--- Your instructions ---
Copy out each line of the material below that holds the string "dead".
━━━
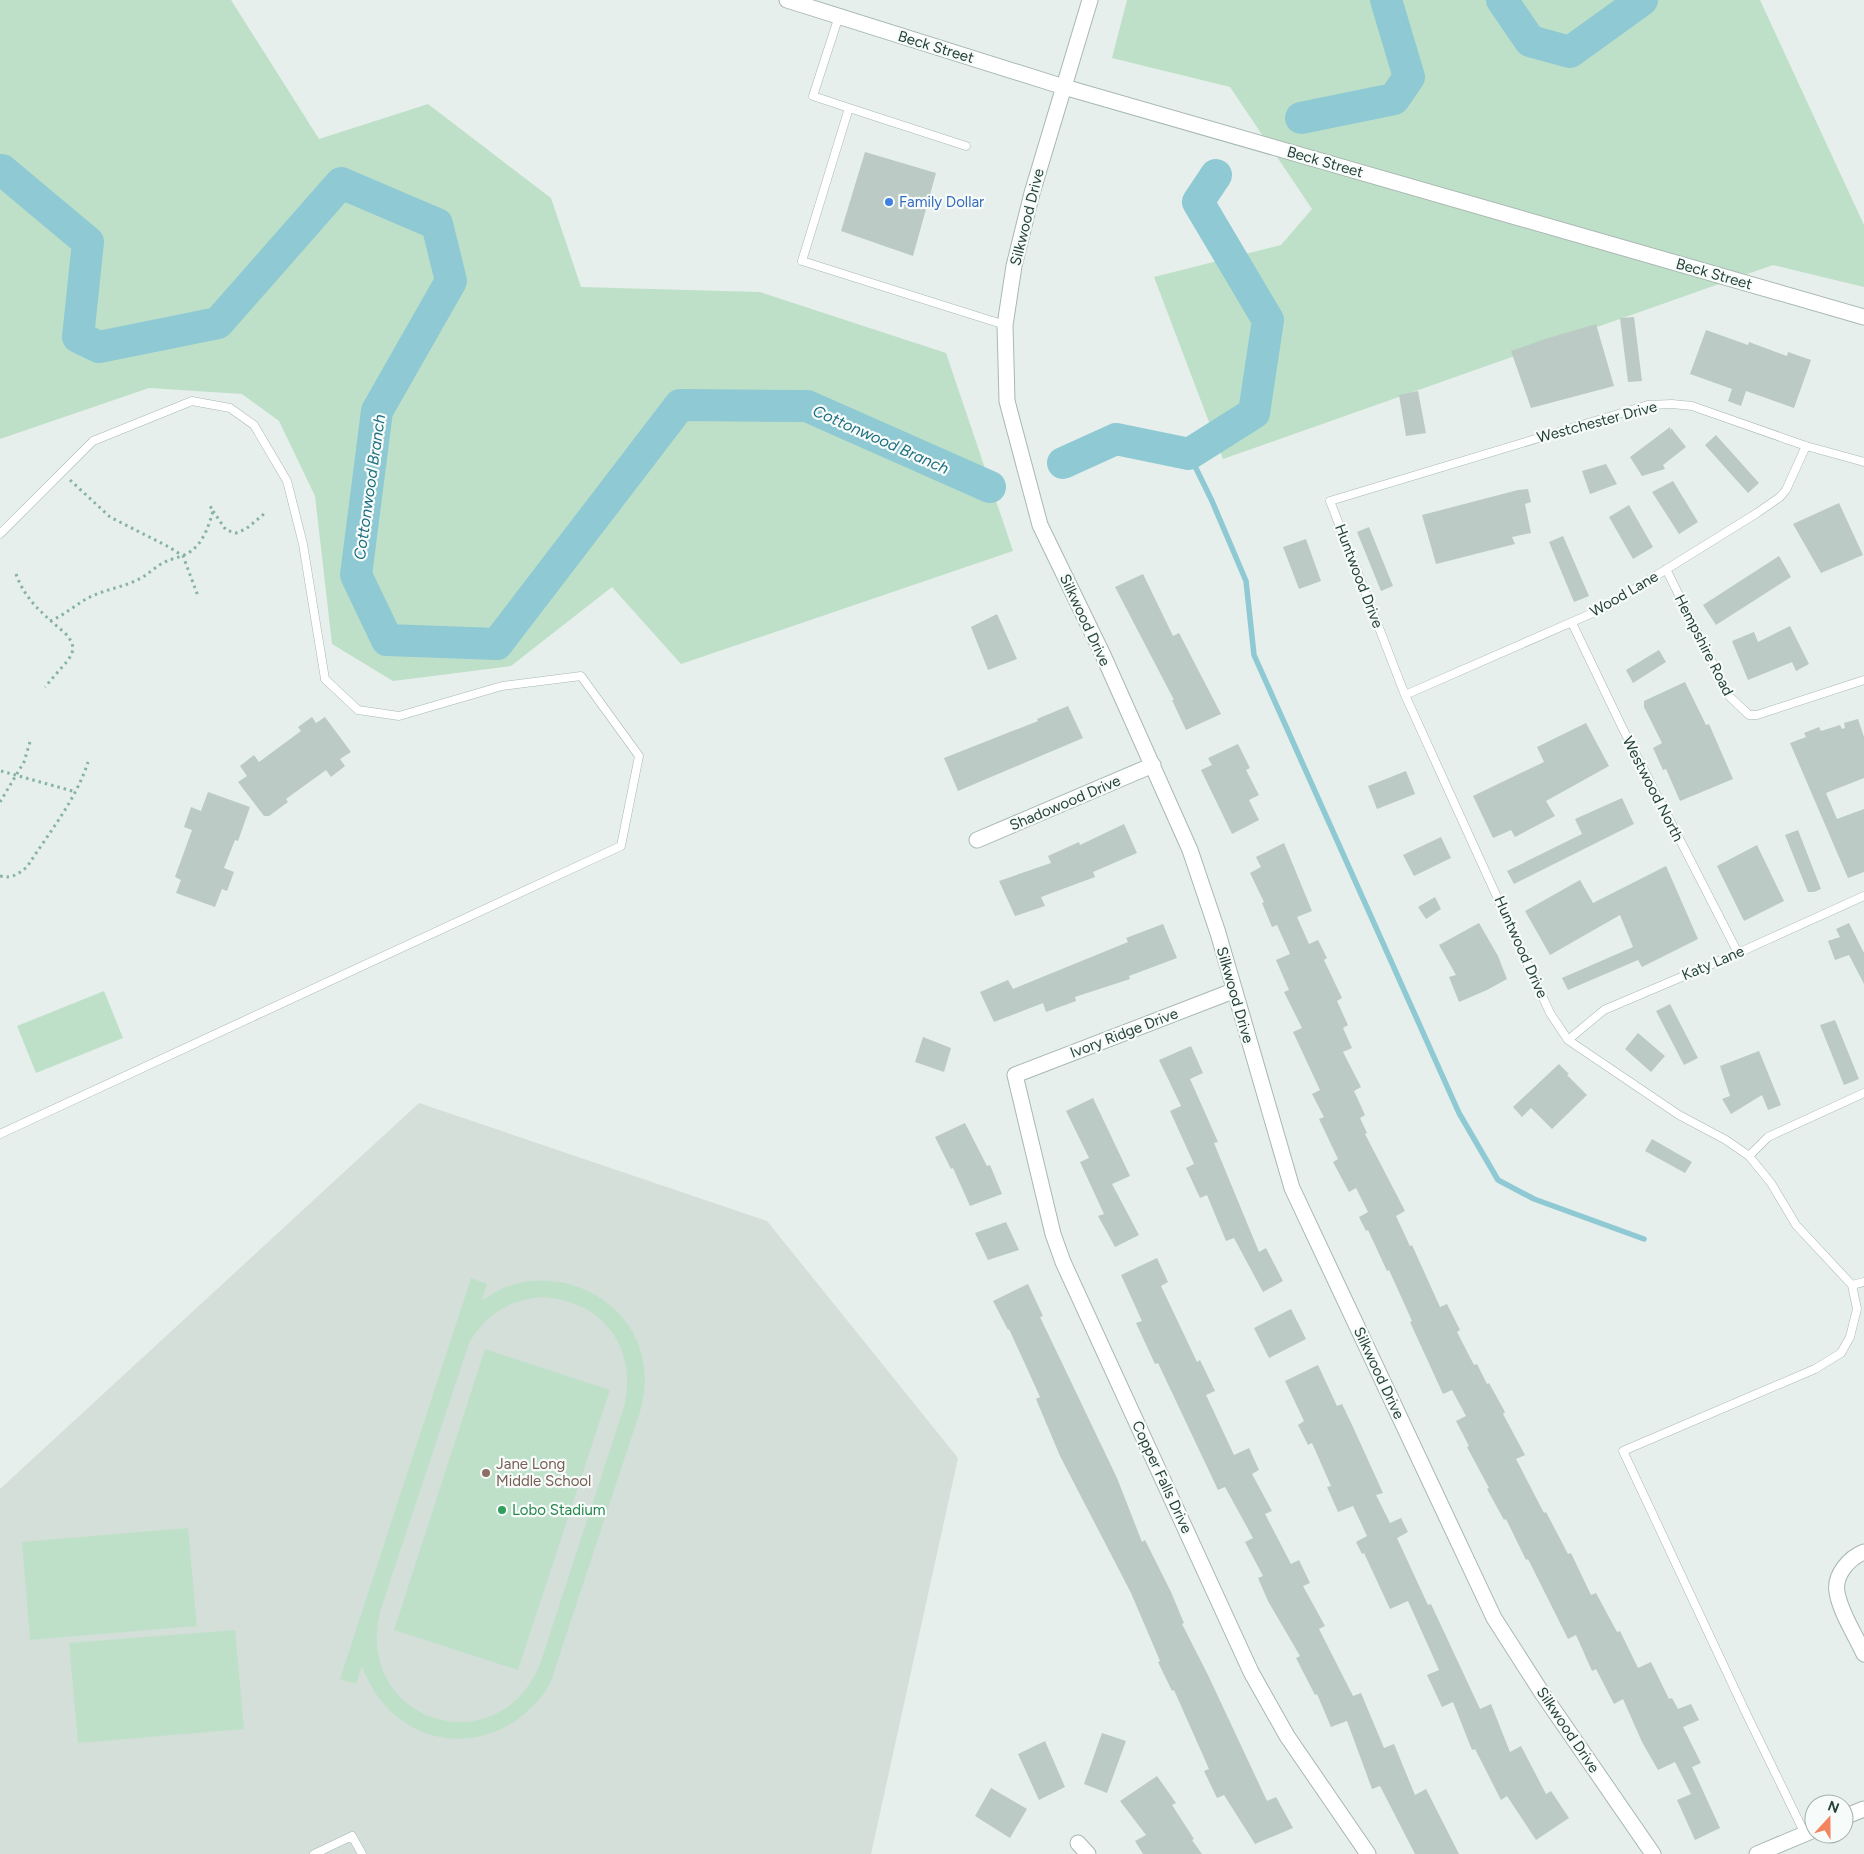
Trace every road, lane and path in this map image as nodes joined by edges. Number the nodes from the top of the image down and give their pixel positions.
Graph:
1 (788, 0) edge
2 (1090, 0) edge
3 (839, 16) junction
4 (1064, 86) junction
5 (849, 108) junction
6 (966, 146) dead end
7 (1864, 317) edge
8 (1005, 325) junction
9 (1806, 446) junction
10 (1864, 462) edge
11 (61, 472) junction
12 (1330, 501) joint
13 (209, 504) dead end
14 (213, 510) junction
15 (264, 514) dead end
16 (0, 534) edge
17 (183, 556) junction
18 (1666, 569) junction
19 (16, 574) dead end
20 (198, 596) dead end
21 (50, 621) junction
22 (1572, 623) junction
23 (1864, 680) edge
24 (45, 687) dead end
25 (1405, 695) junction
26 (30, 742) dead end
27 (88, 762) dead end
28 (1153, 766) junction
29 (1, 771) edge
30 (16, 774) junction
31 (76, 792) junction
32 (0, 802) edge
33 (977, 840) dead end
34 (0, 876) edge
35 (1864, 896) edge
36 (1738, 953) junction
37 (1234, 991) junction
38 (1568, 1040) junction
39 (1015, 1075) joint
40 (1864, 1093) edge
41 (0, 1134) edge
42 (1749, 1156) junction
43 (1864, 1282) edge
44 (1852, 1285) junction
45 (1864, 1552) edge
46 (1864, 1654) edge
47 (1804, 1823) edge
48 (1804, 1834) edge
49 (314, 1854) edge
50 (362, 1854) edge
51 (1368, 1854) edge
52 (1653, 1854) edge
53 (1757, 1854) edge

1 - 3 street, Beck Street
2 - 4 street, Silkwood Drive
3 - 4 street, Beck Street
3 - 5 lane
4 - 7 street, Beck Street
4 - 8 street, Silkwood Drive
5 - 6 lane
5 - 8 lane
8 - 28 street, Silkwood Drive
9 - 10 lane, Westchester Drive
9 - 12 lane, Westchester Drive
9 - 18 lane, Wood Lane
11 - 16 lane
11 - 17 path
11 - 41 lane
12 - 25 lane, Huntwood Drive
13 - 14 path
14 - 15 path
14 - 17 path
17 - 20 path
17 - 21 path
18 - 22 lane, Wood Lane
18 - 23 lane, Hempshire Road
19 - 21 path
21 - 24 path
22 - 25 lane, Wood Lane
22 - 36 lane, Westwood North
25 - 38 lane, Huntwood Drive
26 - 30 path
27 - 31 path
28 - 33 street, Shadowood Drive
28 - 37 street, Silkwood Drive
29 - 30 path
30 - 31 path
30 - 32 path
31 - 34 path
35 - 36 lane, Katy Lane
36 - 38 lane, Katy Lane
37 - 39 street, Ivory Ridge Drive
37 - 52 street, Silkwood Drive
38 - 42 lane, Huntwood Drive
39 - 51 street, Copper Falls Drive
40 - 42 lane
42 - 44 lane, Huntwood Drive
43 - 44 lane
44 - 47 lane
45 - 46 street
48 - 53 street
49 - 50 lane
━━━
--- Completed exercise ---
6 (966, 146) dead end
13 (209, 504) dead end
15 (264, 514) dead end
19 (16, 574) dead end
20 (198, 596) dead end
24 (45, 687) dead end
26 (30, 742) dead end
27 (88, 762) dead end
33 (977, 840) dead end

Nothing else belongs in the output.